Prabowo Subianto Prioritaskan Peningkatan Kesejahteraan Guru

Prabowo Subianto Prioritaskan Peningkatan Kesejahteraan Guru
Foto: Ilustrasi Prabowo Subianto Prioritaskan Peningkatan Kesejahteraan Guru.

Pemerintah pusat menempatkan perbaikan kondisi kehidupan serta kesejahteraan guru sebagai salah satu prioritas nasional dalam rancangan anggaran negara terbaru.
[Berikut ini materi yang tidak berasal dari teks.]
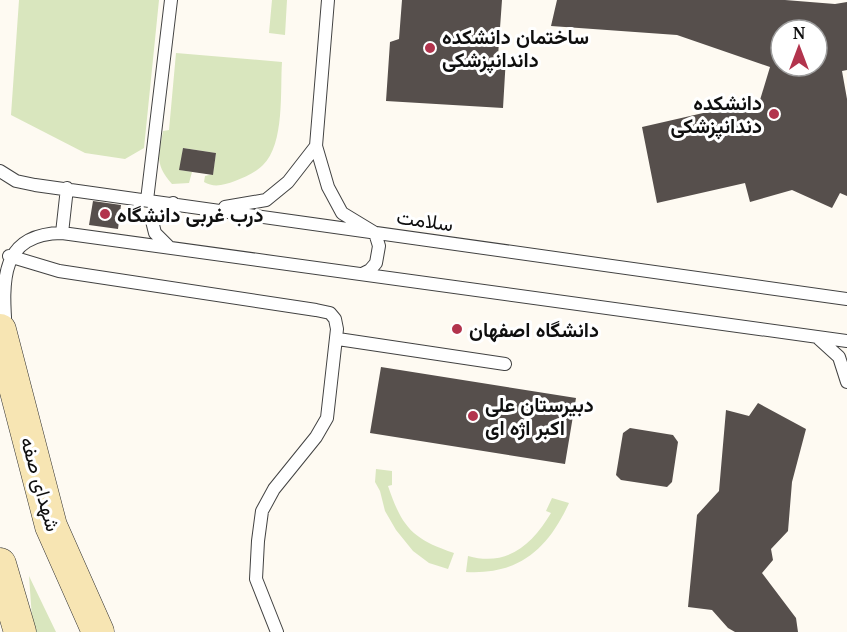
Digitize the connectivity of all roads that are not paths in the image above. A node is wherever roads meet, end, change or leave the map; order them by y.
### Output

Kebijakan strategis tersebut disampaikan langsung oleh Presiden Prabowo Subianto dalam pidato penyampaian Kerangka Ekonomi Makro dan Pokok-Pokok Kebijakan Fiskal (KEM PPKF) RAPBN Tahun Anggaran 2027, seperti dilansir dari Media Indonesia pada Rabu (20/5).

Langkah penataan sektor pendidikan ini langsung mendapat respons positif dari jajaran kementerian terkait di Jakarta. Pihak kementerian menyatakan kesiapan penuh untuk mengawal dan merealisasikan arah kebijakan yang telah ditetapkan oleh kepala negara tersebut.

"Alhamdulillah. Kami menyambut baik dan siap melaksanakan kebijakan Bapak Presiden," ujar Abdul Mu'ti, Menteri Pendidikan Dasar dan Menengah (Mendikdasmen).

Dalam pidato resminya, Presiden Prabowo Subianto menegaskan bahwa masa depan bangsa Indonesia sangat bergantung pada kualitas pendidikan yang diberikan kepada generasi muda. Mutu pendidikan tersebut dinilai hanya bisa dicapai jika para guru memiliki kualitas mumpuni, semangat tinggi, dan kehidupan sejahtera.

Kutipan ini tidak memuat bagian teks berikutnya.